→ **ASSIGNMENT**
Each entry that follows should be set down precisely, with its pictures removed.

Segment Start: SOURCE MATERIAL

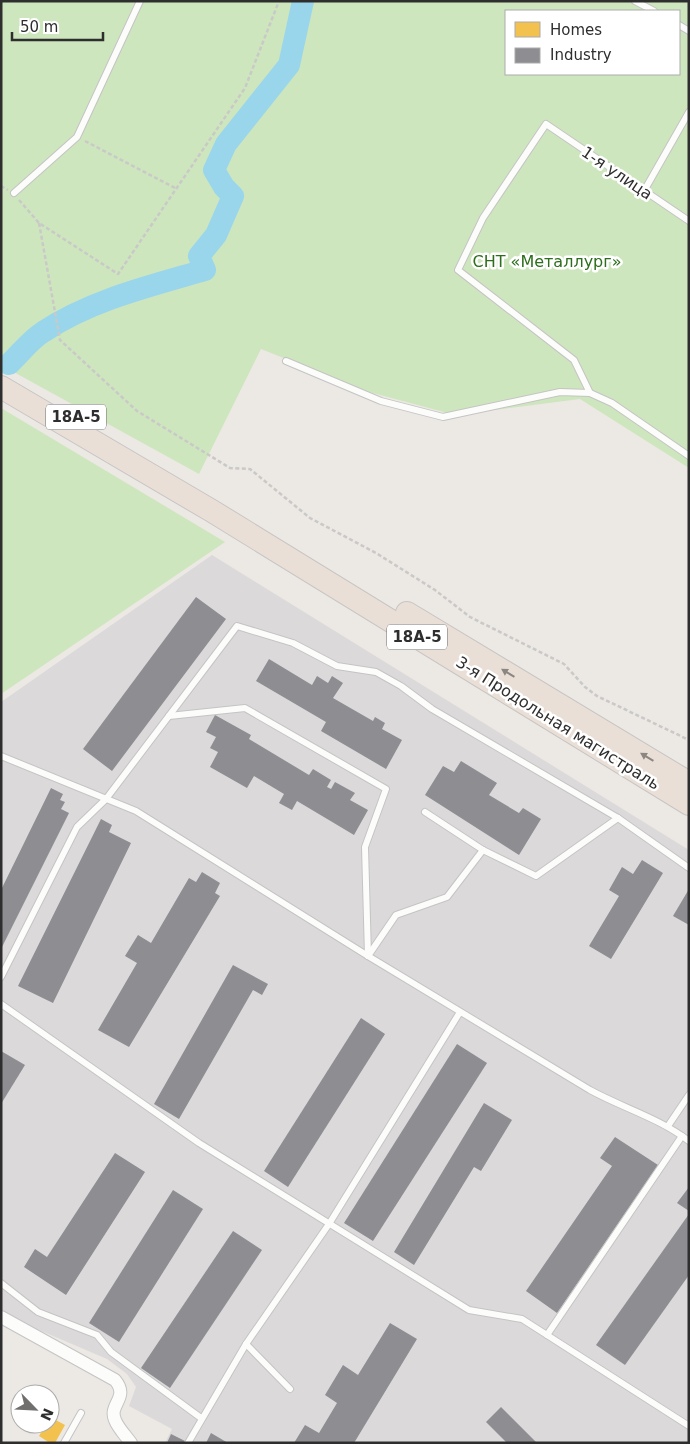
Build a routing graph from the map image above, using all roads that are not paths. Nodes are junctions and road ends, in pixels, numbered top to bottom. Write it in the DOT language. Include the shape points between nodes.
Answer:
graph roads {
  1 [pos="140,1"];
  2 [pos="635,1"];
  3 [pos="652,10"];
  4 [pos="689,112"];
  5 [pos="644,191"];
  6 [pos="14,193"];
  7 [pos="689,221"];
  8 [pos="286,361"];
  9 [pos="1,373"];
  10 [pos="1,387"];
  11 [pos="590,393"];
  12 [pos="689,456"];
  13 [pos="147,466"];
  14 [pos="169,716"];
  15 [pos="1,756"];
  16 [pos="689,783"];
  17 [pos="106,799"];
  18 [pos="689,804"];
  19 [pos="425,812"];
  20 [pos="618,818"];
  21 [pos="483,850"];
  22 [pos="689,868"];
  23 [pos="368,956"];
  24 [pos="1,977"];
  25 [pos="1,1004"];
  26 [pos="460,1012"];
  27 [pos="689,1095"];
  28 [pos="668,1126"];
  29 [pos="682,1136"];
  30 [pos="689,1141"];
  31 [pos="329,1224"];
  32 [pos="1,1283"];
  33 [pos="1,1317"];
  34 [pos="546,1335"];
  35 [pos="246,1344"];
  36 [pos="290,1389"];
  37 [pos="81,1413"];
  38 [pos="201,1418"];
  39 [pos="689,1426"];
  40 [pos="64,1443"];
  41 [pos="131,1443"];
  42 [pos="188,1443"];
  1 -- 6 [label="lane" via="77,137"];
  2 -- 3 [label="lane"];
  4 -- 5 [label="lane"];
  5 -- 7 [label="lane, 1-я улица"];
  5 -- 11 [label="lane, 1-я улица" via="546,124 483,218 458,270 574,360"];
  8 -- 11 [label="lane" via="381,401 443,416 560,392"];
  9 -- 13 [label="highway, 18А-5"];
  10 -- 13 [label="highway, 18А-5"];
  11 -- 12 [label="lane" via="612,403"];
  16 -- 13 [label="highway, 3-я Продольная магистраль / 18А-5, one-way"];
  13 -- 18 [label="highway, 3-я Продольная магистраль / 18А-5"];
  14 -- 17 [label="lane"];
  14 -- 20 [label="lane" via="237,626 293,643 338,666 376,672"];
  14 -- 23 [label="lane" via="245,708 386,789 365,847"];
  15 -- 17 [label="lane"];
  17 -- 23 [label="lane" via="136,811"];
  17 -- 24 [label="lane" via="77,827"];
  19 -- 21 [label="lane"];
  20 -- 21 [label="lane" via="536,876"];
  20 -- 22 [label="lane"];
  21 -- 23 [label="lane" via="447,897 396,915"];
  23 -- 26 [label="lane"];
  25 -- 31 [label="lane" via="199,1143"];
  26 -- 28 [label="lane" via="606,1098"];
  26 -- 31 [label="lane"];
  27 -- 28 [label="lane"];
  28 -- 29 [label="lane"];
  29 -- 30 [label="lane"];
  29 -- 34 [label="lane"];
  31 -- 34 [label="lane" via="469,1310 522,1319"];
  31 -- 35 [label="lane"];
  32 -- 38 [label="lane" via="38,1312 97,1335 111,1352"];
  33 -- 41 [label="street" via="115,1380 121,1394 114,1411 115,1420"];
  34 -- 39 [label="lane"];
  35 -- 36 [label="lane"];
  35 -- 38 [label="lane"];
  37 -- 40 [label="lane"];
  38 -- 42 [label="lane"];
}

Segment End: SOURCE MATERIAL

→ **ANSWER TO THIS EXERCISE**
Build a routing graph from the map image above, using all roads that are not paths. Nodes are junctions and road ends, in pixels, numbered top to bottom. Write it in the DOT language. Include the shape points between nodes.
Answer:
graph roads {
  1 [pos="140,1"];
  2 [pos="635,1"];
  3 [pos="652,10"];
  4 [pos="689,112"];
  5 [pos="644,191"];
  6 [pos="14,193"];
  7 [pos="689,221"];
  8 [pos="286,361"];
  9 [pos="1,373"];
  10 [pos="1,387"];
  11 [pos="590,393"];
  12 [pos="689,456"];
  13 [pos="147,466"];
  14 [pos="169,716"];
  15 [pos="1,756"];
  16 [pos="689,783"];
  17 [pos="106,799"];
  18 [pos="689,804"];
  19 [pos="425,812"];
  20 [pos="618,818"];
  21 [pos="483,850"];
  22 [pos="689,868"];
  23 [pos="368,956"];
  24 [pos="1,977"];
  25 [pos="1,1004"];
  26 [pos="460,1012"];
  27 [pos="689,1095"];
  28 [pos="668,1126"];
  29 [pos="682,1136"];
  30 [pos="689,1141"];
  31 [pos="329,1224"];
  32 [pos="1,1283"];
  33 [pos="1,1317"];
  34 [pos="546,1335"];
  35 [pos="246,1344"];
  36 [pos="290,1389"];
  37 [pos="81,1413"];
  38 [pos="201,1418"];
  39 [pos="689,1426"];
  40 [pos="64,1443"];
  41 [pos="131,1443"];
  42 [pos="188,1443"];
  1 -- 6 [label="lane" via="77,137"];
  2 -- 3 [label="lane"];
  4 -- 5 [label="lane"];
  5 -- 7 [label="lane, 1-я улица"];
  5 -- 11 [label="lane, 1-я улица" via="546,124 483,218 458,270 574,360"];
  8 -- 11 [label="lane" via="381,401 443,416 560,392"];
  9 -- 13 [label="highway, 18А-5"];
  10 -- 13 [label="highway, 18А-5"];
  11 -- 12 [label="lane" via="612,403"];
  16 -- 13 [label="highway, 3-я Продольная магистраль / 18А-5, one-way"];
  13 -- 18 [label="highway, 3-я Продольная магистраль / 18А-5"];
  14 -- 17 [label="lane"];
  14 -- 20 [label="lane" via="237,626 293,643 338,666 376,672"];
  14 -- 23 [label="lane" via="245,708 386,789 365,847"];
  15 -- 17 [label="lane"];
  17 -- 23 [label="lane" via="136,811"];
  17 -- 24 [label="lane" via="77,827"];
  19 -- 21 [label="lane"];
  20 -- 21 [label="lane" via="536,876"];
  20 -- 22 [label="lane"];
  21 -- 23 [label="lane" via="447,897 396,915"];
  23 -- 26 [label="lane"];
  25 -- 31 [label="lane" via="199,1143"];
  26 -- 28 [label="lane" via="606,1098"];
  26 -- 31 [label="lane"];
  27 -- 28 [label="lane"];
  28 -- 29 [label="lane"];
  29 -- 30 [label="lane"];
  29 -- 34 [label="lane"];
  31 -- 34 [label="lane" via="469,1310 522,1319"];
  31 -- 35 [label="lane"];
  32 -- 38 [label="lane" via="38,1312 97,1335 111,1352"];
  33 -- 41 [label="street" via="115,1380 121,1394 114,1411 115,1420"];
  34 -- 39 [label="lane"];
  35 -- 36 [label="lane"];
  35 -- 38 [label="lane"];
  37 -- 40 [label="lane"];
  38 -- 42 [label="lane"];
}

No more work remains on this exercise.